What the task asks ->
Nothing but the text belongs in the answer: the listing below, copied exactly, without pictures.

Task data ->

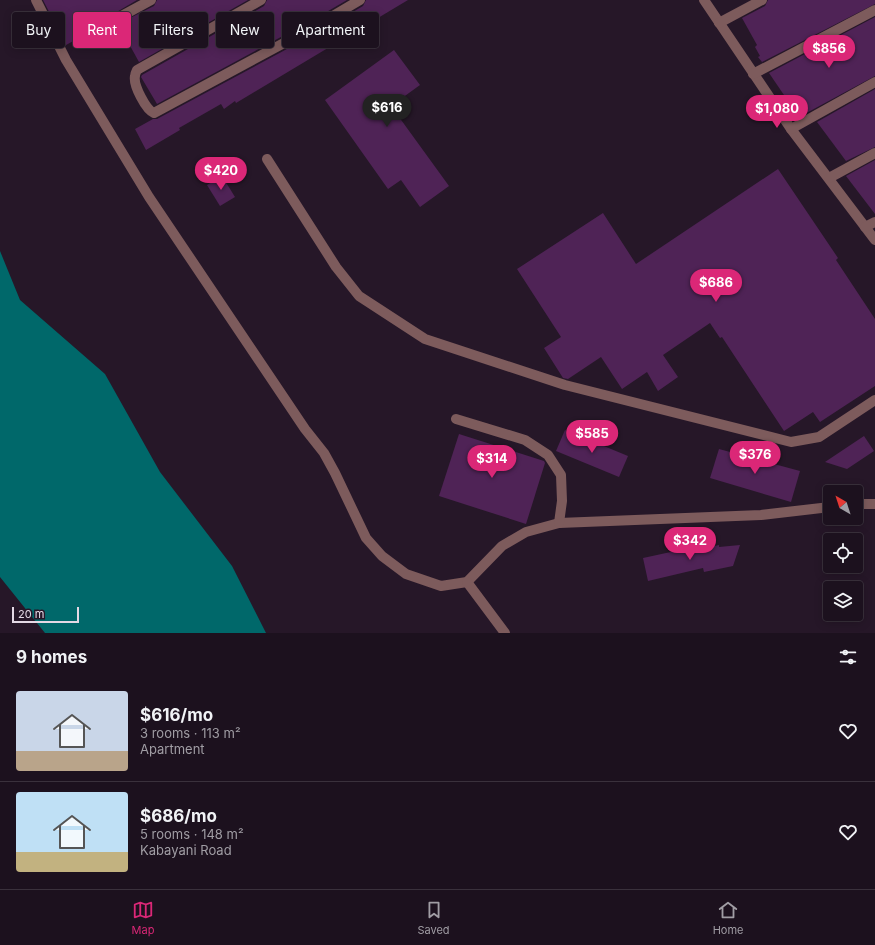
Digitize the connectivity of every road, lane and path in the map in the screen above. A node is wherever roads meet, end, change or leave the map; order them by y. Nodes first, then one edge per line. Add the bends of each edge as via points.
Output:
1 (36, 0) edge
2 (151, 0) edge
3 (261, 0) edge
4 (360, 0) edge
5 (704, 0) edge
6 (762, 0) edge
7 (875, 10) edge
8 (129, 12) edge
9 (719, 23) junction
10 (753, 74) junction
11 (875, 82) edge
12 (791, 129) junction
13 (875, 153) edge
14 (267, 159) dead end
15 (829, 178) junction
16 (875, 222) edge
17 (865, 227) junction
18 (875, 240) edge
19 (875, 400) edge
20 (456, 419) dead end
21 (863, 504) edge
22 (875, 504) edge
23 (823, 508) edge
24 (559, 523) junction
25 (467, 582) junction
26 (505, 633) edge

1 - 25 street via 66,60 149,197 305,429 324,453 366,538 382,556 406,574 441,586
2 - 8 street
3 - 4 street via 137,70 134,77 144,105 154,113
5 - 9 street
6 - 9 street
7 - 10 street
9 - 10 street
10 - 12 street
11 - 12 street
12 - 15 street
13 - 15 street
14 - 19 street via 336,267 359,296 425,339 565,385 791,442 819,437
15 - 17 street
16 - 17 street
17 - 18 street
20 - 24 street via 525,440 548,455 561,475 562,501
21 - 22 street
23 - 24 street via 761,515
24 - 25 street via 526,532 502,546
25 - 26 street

Task result ->
Digitize the connectivity of every road, lane and path in the map in the screen above. A node is wherever roads meet, end, change or leave the map; order them by y. Nodes first, then one edge per line. Add the bends of each edge as via points.
Output:
1 (36, 0) edge
2 (151, 0) edge
3 (261, 0) edge
4 (360, 0) edge
5 (704, 0) edge
6 (762, 0) edge
7 (875, 10) edge
8 (129, 12) edge
9 (719, 23) junction
10 (753, 74) junction
11 (875, 82) edge
12 (791, 129) junction
13 (875, 153) edge
14 (267, 159) dead end
15 (829, 178) junction
16 (875, 222) edge
17 (865, 227) junction
18 (875, 240) edge
19 (875, 400) edge
20 (456, 419) dead end
21 (863, 504) edge
22 (875, 504) edge
23 (823, 508) edge
24 (559, 523) junction
25 (467, 582) junction
26 (505, 633) edge

1 - 25 street via 66,60 149,197 305,429 324,453 366,538 382,556 406,574 441,586
2 - 8 street
3 - 4 street via 137,70 134,77 144,105 154,113
5 - 9 street
6 - 9 street
7 - 10 street
9 - 10 street
10 - 12 street
11 - 12 street
12 - 15 street
13 - 15 street
14 - 19 street via 336,267 359,296 425,339 565,385 791,442 819,437
15 - 17 street
16 - 17 street
17 - 18 street
20 - 24 street via 525,440 548,455 561,475 562,501
21 - 22 street
23 - 24 street via 761,515
24 - 25 street via 526,532 502,546
25 - 26 street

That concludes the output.